Ma la notizia più consolante è che il ponte può essere recuperato nella sua interezza, dopo vari sopralluoghi e verifiche della struttura. Non sarà questione di giorni. Ci vorrà infatti almeno un anno per riportare il ponte al precedente splendore e, chiaramente, ora entra in gioco l’infinito problema del traffico capitolino ovvero il collegamento tra il quartiere Portuense e Ostiense che saranno entrambi compromessi da questo enorme disagio.
E, in questo caso, reputo che la viabilità romana debba essere migliorata in modo radicale sia per non farci perdere tempo negli ingorghi sia perché una città silenziosa e vivibile significherebbe creare strade a misura di uomo e sostenibili. Progettualità utopiche in cui credo molto.
Insomma, ci troviamo nel terzo millennio e assistiamo ancora immobili a questi eventi che non mettono a tacere l’opinione pubblica né le autorità competenti né i comitati di quartiere. È mai possibile, mi chiedo, che i senzatetto o i senza fissa dimora debbano tuttora vivere allo stato brado? Al contrario, si possono trovare soluzioni alternative?
Penso di sì: se ci si guada in giro, Roma è piena di palazzi, caserme e spazi dismessi e dunque vuoti. Non solo, anche ai confini delle strade statati, se si osserva bene, sorgono palazzi incompiuti.

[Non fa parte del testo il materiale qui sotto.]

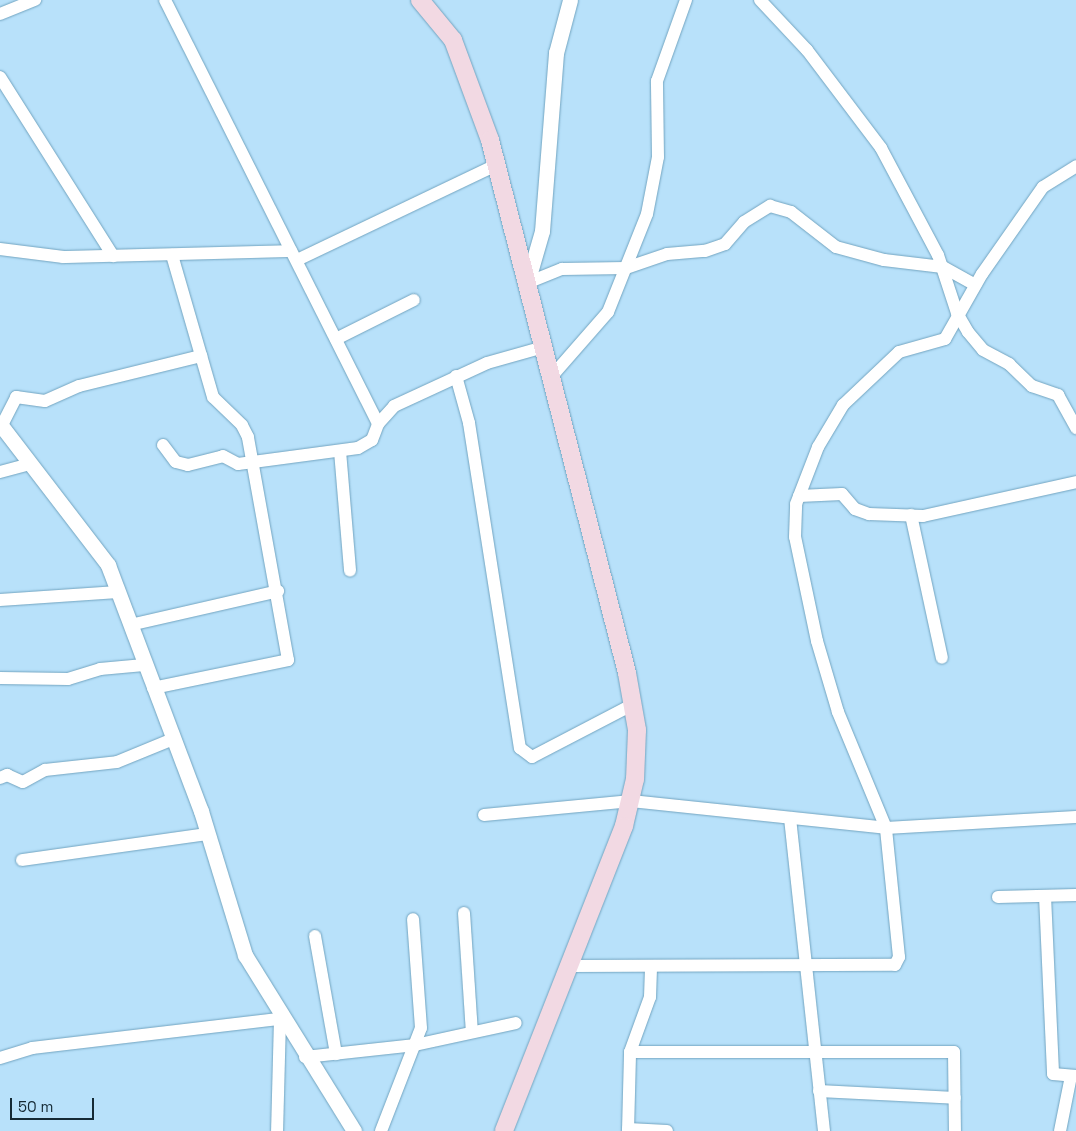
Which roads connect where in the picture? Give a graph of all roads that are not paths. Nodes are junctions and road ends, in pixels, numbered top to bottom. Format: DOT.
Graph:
graph roads {
  1 [pos="35,0"];
  2 [pos="165,0"];
  3 [pos="420,0"];
  4 [pos="570,0"];
  5 [pos="686,0"];
  6 [pos="760,0"];
  7 [pos="0,14"];
  8 [pos="0,77"];
  9 [pos="496,165"];
  10 [pos="1076,166"];
  11 [pos="0,250"];
  12 [pos="172,255"];
  13 [pos="294,255"];
  14 [pos="114,256"];
  15 [pos="943,267"];
  16 [pos="626,268"];
  17 [pos="527,283"];
  18 [pos="975,285"];
  19 [pos="414,300"];
  20 [pos="957,313"];
  21 [pos="336,339"];
  22 [pos="544,347"];
  23 [pos="201,356"];
  24 [pos="456,376"];
  25 [pos="552,376"];
  26 [pos="378,424"];
  27 [pos="1,428"];
  28 [pos="1076,428"];
  29 [pos="163,445"];
  30 [pos="340,451"];
  31 [pos="251,461"];
  32 [pos="30,464"];
  33 [pos="0,472"];
  34 [pos="1076,482"];
  35 [pos="799,496"];
  36 [pos="910,515"];
  37 [pos="350,571"];
  38 [pos="278,591"];
  39 [pos="118,592"];
  40 [pos="0,600"];
  41 [pos="130,625"];
  42 [pos="942,658"];
  43 [pos="144,665"];
  44 [pos="0,678"];
  45 [pos="153,688"];
  46 [pos="634,704"];
  47 [pos="173,739"];
  48 [pos="0,778"];
  49 [pos="631,801"];
  50 [pos="484,815"];
  51 [pos="1076,817"];
  52 [pos="790,818"];
  53 [pos="886,828"];
  54 [pos="208,834"];
  55 [pos="22,860"];
  56 [pos="1076,895"];
  57 [pos="1045,896"];
  58 [pos="998,897"];
  59 [pos="464,913"];
  60 [pos="413,919"];
  61 [pos="314,936"];
  62 [pos="806,964"];
  63 [pos="570,966"];
  64 [pos="651,968"];
  65 [pos="280,1019"];
  66 [pos="516,1023"];
  67 [pos="472,1032"];
  68 [pos="415,1045"];
  69 [pos="630,1052"];
  70 [pos="815,1052"];
  71 [pos="336,1054"];
  72 [pos="305,1057"];
  73 [pos="0,1058"];
  74 [pos="1073,1076"];
  75 [pos="819,1091"];
  76 [pos="955,1098"];
  77 [pos="628,1130"];
  78 [pos="277,1131"];
  79 [pos="354,1131"];
  80 [pos="381,1131"];
  81 [pos="504,1131"];
  82 [pos="668,1131"];
  83 [pos="824,1131"];
  84 [pos="956,1131"];
  85 [pos="1060,1131"];
  1 -- 7 [label="street"];
  2 -- 13 [label="street"];
  3 -- 9 [label="main road"];
  4 -- 17 [label="street"];
  5 -- 16 [label="street"];
  6 -- 15 [label="street"];
  8 -- 14 [label="street"];
  9 -- 13 [label="street"];
  9 -- 17 [label="main road"];
  10 -- 18 [label="street"];
  11 -- 14 [label="street"];
  12 -- 13 [label="street"];
  12 -- 14 [label="street"];
  12 -- 23 [label="street"];
  13 -- 21 [label="street"];
  15 -- 16 [label="street"];
  15 -- 18 [label="street"];
  15 -- 20 [label="street"];
  16 -- 17 [label="street"];
  16 -- 25 [label="street"];
  17 -- 22 [label="main road"];
  18 -- 20 [label="street"];
  19 -- 21 [label="street"];
  20 -- 28 [label="street"];
  20 -- 35 [label="street"];
  21 -- 26 [label="street"];
  22 -- 24 [label="street"];
  22 -- 25 [label="main road"];
  23 -- 27 [label="street"];
  23 -- 31 [label="street"];
  24 -- 26 [label="street"];
  24 -- 46 [label="street"];
  25 -- 46 [label="main road"];
  26 -- 30 [label="street"];
  27 -- 32 [label="street"];
  29 -- 31 [label="street"];
  30 -- 31 [label="street"];
  30 -- 37 [label="street"];
  31 -- 38 [label="street"];
  32 -- 33 [label="street"];
  32 -- 39 [label="street"];
  34 -- 36 [label="street"];
  35 -- 36 [label="street"];
  35 -- 53 [label="street"];
  36 -- 42 [label="street"];
  38 -- 41 [label="street"];
  38 -- 45 [label="street"];
  39 -- 40 [label="street"];
  39 -- 41 [label="street"];
  41 -- 43 [label="street"];
  43 -- 44 [label="street"];
  43 -- 45 [label="street"];
  45 -- 47 [label="street"];
  46 -- 49 [label="main road"];
  47 -- 48 [label="street"];
  47 -- 54 [label="street"];
  49 -- 50 [label="street"];
  49 -- 52 [label="street"];
  49 -- 63 [label="main road"];
  51 -- 53 [label="street"];
  52 -- 53 [label="street"];
  52 -- 62 [label="street"];
  53 -- 62 [label="street"];
  54 -- 55 [label="street"];
  54 -- 65 [label="street"];
  56 -- 57 [label="street"];
  57 -- 58 [label="street"];
  57 -- 74 [label="street"];
  59 -- 67 [label="street"];
  60 -- 68 [label="street"];
  61 -- 71 [label="street"];
  62 -- 64 [label="street"];
  62 -- 70 [label="street"];
  63 -- 64 [label="street"];
  63 -- 81 [label="main road"];
  64 -- 69 [label="street"];
  65 -- 72 [label="street"];
  65 -- 73 [label="street"];
  65 -- 78 [label="street"];
  66 -- 67 [label="street"];
  67 -- 68 [label="street"];
  68 -- 71 [label="street"];
  68 -- 80 [label="street"];
  69 -- 70 [label="street"];
  69 -- 77 [label="street"];
  70 -- 75 [label="street"];
  70 -- 76 [label="street"];
  71 -- 72 [label="street"];
  72 -- 79 [label="street"];
  74 -- 85 [label="street"];
  75 -- 76 [label="street"];
  75 -- 83 [label="street"];
  76 -- 84 [label="street"];
  77 -- 82 [label="street"];
}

Pertanto, è tanto difficile pensare di ristrutturarli secondo piani ecosostenibili e conformi alle normative UE, pensando di renderli agibili e abitabili, affinché sia gli emigrati sia i nostrani in difficoltà possano trovare una casa definitiva?
Mancano i fondi, si sa, ma in particolar modo un impegno concreto verso la società ogni giorno in crescita, che va verso un’inclusione sempre maggiore. Il problema dell’incuria va avanti da anni, tuttavia trovare i soldi per risanare dei palazzi darebbe ampio margine per una vivibilità maggiore, soprattutto nel favorire ottime basi per l’economia circolare e per il mondo del lavoro.
Di soldi in effetti ne riceveremo molti, quelli del dopo pandemia che Conte ha portato a casa chiudendo la battaglia con la Comunità Europea da vincitore. Ma non sono destinati a questo obiettivo: un sogno irrealizzabile?
Di mio posso dire che queste rimangono delle riflessioni: ritengo che nonostante tutto possano fare eco e avere risonanza, affinché i grandi si smuovano per migliorare lo status sociale e senz’altro diretto verso un’esistenza integrata, una sostenibilità futura e un benessere comune, al fine di evitare che altri disastri all’interno della città romana possano di nuovo accadere, provocando sgomento e paura.